# Spun



## Superconductor (Apr 27, 2015)

Was recently spun from a solar project after working 8 days. Looking for info on this practice and policies from other IBEW locals. I am a member of IBEW Local 569 and can find nothing.


----------



## Loose Neutral (Jun 3, 2009)

Contractors have right to refusal and can terminate at any time.


----------



## mikeh32 (Feb 16, 2009)

being spun is when you show up, and they send you right back to the hall i thought...


----------



## Loose Neutral (Jun 3, 2009)

mikeh32 said:


> being spun is when you show up, and they send you right back to the hall i thought...


Correct


----------



## ampman (Apr 2, 2009)

Oh my it seems as if a union brother is in a conundrum


----------



## eejack (Jul 14, 2012)

mikeh32 said:


> being spun is when you show up, and they send you right back to the hall i thought...

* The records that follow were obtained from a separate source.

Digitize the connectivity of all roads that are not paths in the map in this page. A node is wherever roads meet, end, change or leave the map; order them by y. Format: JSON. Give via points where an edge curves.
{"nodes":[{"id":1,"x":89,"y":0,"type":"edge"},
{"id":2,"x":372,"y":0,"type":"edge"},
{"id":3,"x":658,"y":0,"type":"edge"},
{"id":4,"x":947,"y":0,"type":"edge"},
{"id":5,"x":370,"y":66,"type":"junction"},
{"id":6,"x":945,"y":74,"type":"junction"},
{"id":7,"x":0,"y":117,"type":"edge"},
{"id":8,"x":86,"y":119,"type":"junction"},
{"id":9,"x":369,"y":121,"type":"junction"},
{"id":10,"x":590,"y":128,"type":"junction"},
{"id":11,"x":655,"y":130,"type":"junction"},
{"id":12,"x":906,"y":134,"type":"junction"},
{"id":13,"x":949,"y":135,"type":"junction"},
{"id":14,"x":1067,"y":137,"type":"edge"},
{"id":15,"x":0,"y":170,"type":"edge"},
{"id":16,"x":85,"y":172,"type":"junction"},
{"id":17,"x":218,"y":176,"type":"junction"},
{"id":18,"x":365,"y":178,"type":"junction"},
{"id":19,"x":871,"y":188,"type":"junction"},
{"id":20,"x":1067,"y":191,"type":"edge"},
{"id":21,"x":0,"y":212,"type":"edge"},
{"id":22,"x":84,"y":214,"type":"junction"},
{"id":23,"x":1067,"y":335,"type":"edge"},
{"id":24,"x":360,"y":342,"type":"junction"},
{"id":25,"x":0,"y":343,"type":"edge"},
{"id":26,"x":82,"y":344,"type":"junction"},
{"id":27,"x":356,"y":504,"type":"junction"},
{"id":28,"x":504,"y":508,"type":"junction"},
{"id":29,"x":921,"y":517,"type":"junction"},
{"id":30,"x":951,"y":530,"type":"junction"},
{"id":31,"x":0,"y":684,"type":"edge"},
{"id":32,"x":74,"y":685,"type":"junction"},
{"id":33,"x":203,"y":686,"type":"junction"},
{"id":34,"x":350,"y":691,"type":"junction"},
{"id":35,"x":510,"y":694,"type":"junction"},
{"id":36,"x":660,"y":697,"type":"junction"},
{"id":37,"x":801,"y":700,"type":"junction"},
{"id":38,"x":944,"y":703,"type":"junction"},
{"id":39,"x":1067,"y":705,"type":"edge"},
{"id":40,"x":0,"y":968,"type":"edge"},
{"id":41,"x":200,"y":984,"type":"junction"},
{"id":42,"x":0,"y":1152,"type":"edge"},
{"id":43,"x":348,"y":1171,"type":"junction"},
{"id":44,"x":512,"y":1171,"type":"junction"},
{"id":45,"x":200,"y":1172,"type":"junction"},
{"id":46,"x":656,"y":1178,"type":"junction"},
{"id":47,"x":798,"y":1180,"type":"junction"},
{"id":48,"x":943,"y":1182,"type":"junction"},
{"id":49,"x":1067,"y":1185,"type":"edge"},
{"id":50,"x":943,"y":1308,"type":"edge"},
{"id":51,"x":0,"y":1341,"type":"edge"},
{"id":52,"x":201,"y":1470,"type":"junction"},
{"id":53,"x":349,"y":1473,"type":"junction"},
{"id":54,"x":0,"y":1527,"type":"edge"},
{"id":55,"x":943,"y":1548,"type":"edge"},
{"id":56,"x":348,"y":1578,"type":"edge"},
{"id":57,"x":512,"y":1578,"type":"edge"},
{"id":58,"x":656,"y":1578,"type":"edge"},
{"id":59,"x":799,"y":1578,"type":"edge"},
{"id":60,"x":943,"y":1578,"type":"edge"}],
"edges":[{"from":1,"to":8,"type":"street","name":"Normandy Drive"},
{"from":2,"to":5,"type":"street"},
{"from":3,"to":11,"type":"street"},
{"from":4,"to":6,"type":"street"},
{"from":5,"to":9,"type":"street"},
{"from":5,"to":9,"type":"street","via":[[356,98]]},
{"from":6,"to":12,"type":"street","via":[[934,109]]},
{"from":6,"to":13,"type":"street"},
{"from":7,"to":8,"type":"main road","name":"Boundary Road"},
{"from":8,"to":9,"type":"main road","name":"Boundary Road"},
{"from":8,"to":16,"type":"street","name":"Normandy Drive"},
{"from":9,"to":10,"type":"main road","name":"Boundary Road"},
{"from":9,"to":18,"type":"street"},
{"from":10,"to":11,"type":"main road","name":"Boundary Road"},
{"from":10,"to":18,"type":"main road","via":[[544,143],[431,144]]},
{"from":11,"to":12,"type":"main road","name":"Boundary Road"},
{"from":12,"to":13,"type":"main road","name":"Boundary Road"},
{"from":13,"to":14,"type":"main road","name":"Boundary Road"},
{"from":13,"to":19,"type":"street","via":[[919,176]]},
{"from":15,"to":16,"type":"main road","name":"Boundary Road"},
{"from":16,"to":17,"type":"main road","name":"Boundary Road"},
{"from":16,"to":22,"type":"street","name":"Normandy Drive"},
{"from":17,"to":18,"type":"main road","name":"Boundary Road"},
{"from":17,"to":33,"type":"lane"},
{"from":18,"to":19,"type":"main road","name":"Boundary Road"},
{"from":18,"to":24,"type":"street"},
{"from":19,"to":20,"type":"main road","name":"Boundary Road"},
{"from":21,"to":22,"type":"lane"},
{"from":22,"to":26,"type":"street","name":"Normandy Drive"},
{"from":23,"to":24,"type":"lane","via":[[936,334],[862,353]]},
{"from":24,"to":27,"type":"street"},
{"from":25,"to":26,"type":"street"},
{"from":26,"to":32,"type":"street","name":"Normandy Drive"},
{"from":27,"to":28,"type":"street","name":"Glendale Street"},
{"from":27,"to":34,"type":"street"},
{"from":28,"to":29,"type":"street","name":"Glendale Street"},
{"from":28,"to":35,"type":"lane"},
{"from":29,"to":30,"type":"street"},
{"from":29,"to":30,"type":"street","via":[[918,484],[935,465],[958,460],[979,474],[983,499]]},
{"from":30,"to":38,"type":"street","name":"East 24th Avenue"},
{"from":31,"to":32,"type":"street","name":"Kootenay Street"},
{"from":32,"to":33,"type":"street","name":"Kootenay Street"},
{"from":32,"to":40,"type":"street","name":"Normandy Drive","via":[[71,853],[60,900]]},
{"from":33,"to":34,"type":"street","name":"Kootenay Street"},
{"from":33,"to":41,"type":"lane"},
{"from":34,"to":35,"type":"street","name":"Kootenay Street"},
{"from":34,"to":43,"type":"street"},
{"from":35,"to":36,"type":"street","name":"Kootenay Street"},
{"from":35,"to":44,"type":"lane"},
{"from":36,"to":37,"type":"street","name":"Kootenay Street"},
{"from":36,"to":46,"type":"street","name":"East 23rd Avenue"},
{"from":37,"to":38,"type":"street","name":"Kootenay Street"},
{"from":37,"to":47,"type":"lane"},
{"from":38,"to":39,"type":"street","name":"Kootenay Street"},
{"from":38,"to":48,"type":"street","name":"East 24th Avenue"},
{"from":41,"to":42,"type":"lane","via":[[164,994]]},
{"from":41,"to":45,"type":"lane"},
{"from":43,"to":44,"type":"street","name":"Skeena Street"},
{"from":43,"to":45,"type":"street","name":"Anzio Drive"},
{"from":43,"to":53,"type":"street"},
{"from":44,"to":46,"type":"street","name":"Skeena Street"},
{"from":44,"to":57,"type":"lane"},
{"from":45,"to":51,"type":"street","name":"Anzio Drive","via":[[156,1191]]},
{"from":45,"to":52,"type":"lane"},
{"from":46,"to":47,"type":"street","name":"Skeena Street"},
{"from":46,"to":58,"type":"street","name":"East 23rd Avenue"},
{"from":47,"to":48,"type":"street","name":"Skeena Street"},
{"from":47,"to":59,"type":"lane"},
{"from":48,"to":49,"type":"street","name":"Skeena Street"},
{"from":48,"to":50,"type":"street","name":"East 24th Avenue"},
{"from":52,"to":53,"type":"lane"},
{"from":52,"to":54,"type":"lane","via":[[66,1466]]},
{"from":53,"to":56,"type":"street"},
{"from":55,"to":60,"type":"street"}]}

Sometimes you earn a one man layoff.

It is part of the business superconductor - I have been spun and gotten one man layoffs in the past and will probably have it happen in the future.


----------



## markbrady (Jun 2, 2014)

ampman said:


> Oh my it seems as if a union brother is in a conundrum


What a dink


----------



## Phatstax (Feb 16, 2014)

There is a flip side to contractors spinning people. I have seen halls full of people wanting to go to work and everyone refusing to take a call to a certain contractor for tactics like this. I was also witness in a hall as the only traveler to the body letting the brother who got a one man lay off a few days before take the call from the back of the book and go back out to the contractor. Awesome show of solidarity.


----------



## LoVolt134 (Dec 14, 2012)

We're you on a short call or long call? Did you get along with everybody else on the job? Did you show up with all your tools ready to work everyday?


----------



## Glock23gp (Mar 10, 2014)

IBEW has:

Spun: got call to job and they send u back to the hall for various reasons so didn't really get the job

ROF: reduction of force. Ie. Layoff..NOT fired

Termination: fired

My first time hitting the road the first call I got I was spun because I didn't have a social security card or official birth certificate with me and they were required for employment. So back to the hall I went and got a birth certificate overnighted...lol


----------



## Southeast Power (Jan 18, 2009)

Superconductor said:


> Was recently spun from a solar project after working 8 days. Looking for info on this practice and policies from other IBEW locals. I am a member of IBEW Local 569 and can find nothing.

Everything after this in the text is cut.